- _Problem to solve_:
In the material below, how many lines include the string "Lærkevej"? Answer with the number and nothing else.
-.-.-
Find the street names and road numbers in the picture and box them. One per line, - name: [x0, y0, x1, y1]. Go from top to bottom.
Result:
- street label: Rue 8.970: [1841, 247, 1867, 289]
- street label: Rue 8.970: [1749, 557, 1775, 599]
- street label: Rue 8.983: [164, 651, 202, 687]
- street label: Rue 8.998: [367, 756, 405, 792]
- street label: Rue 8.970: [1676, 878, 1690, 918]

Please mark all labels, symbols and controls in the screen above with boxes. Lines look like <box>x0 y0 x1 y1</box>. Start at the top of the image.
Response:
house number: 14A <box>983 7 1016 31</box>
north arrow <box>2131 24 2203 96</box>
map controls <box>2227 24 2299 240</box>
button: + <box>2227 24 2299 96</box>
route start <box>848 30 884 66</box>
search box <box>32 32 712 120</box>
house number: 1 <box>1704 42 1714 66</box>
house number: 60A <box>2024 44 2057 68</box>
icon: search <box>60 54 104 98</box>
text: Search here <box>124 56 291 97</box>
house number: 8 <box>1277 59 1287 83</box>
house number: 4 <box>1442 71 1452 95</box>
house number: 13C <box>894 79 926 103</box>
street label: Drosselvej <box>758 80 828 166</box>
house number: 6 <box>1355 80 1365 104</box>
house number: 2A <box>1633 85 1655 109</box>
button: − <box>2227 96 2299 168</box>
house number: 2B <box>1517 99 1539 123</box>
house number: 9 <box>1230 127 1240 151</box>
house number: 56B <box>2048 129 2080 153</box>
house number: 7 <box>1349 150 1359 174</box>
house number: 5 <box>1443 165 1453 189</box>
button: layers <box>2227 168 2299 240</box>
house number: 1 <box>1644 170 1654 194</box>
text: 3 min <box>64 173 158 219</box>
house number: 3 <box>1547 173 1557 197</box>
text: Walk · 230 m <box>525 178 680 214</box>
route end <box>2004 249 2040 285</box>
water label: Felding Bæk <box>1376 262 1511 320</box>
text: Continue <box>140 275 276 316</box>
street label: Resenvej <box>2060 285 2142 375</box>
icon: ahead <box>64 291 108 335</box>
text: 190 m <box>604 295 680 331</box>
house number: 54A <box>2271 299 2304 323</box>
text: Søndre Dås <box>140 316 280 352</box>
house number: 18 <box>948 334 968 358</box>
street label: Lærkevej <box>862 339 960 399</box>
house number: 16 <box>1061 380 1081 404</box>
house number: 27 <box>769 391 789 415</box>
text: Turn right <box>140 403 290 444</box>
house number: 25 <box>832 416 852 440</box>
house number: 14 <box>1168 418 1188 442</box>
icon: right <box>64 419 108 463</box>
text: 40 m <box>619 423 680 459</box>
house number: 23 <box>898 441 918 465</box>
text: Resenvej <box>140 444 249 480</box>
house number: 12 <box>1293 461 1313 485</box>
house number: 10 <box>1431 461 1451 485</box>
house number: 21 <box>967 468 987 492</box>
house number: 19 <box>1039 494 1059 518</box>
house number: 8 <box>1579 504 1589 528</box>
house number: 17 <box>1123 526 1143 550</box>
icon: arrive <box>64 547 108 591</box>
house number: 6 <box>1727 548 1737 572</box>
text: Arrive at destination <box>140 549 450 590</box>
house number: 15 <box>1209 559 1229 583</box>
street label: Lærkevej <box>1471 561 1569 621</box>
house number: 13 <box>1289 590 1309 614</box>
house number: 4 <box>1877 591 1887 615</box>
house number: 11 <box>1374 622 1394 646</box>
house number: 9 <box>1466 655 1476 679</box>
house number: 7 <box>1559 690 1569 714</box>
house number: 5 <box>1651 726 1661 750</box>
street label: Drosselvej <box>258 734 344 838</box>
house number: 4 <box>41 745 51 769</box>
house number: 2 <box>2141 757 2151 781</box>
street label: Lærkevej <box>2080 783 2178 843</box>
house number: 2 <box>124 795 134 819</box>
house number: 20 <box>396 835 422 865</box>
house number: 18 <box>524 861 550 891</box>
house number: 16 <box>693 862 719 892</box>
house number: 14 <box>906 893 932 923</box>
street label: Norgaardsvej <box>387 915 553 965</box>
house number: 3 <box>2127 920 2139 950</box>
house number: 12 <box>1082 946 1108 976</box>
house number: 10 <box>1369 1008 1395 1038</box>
-.-.-
- _Completed exercise_:
3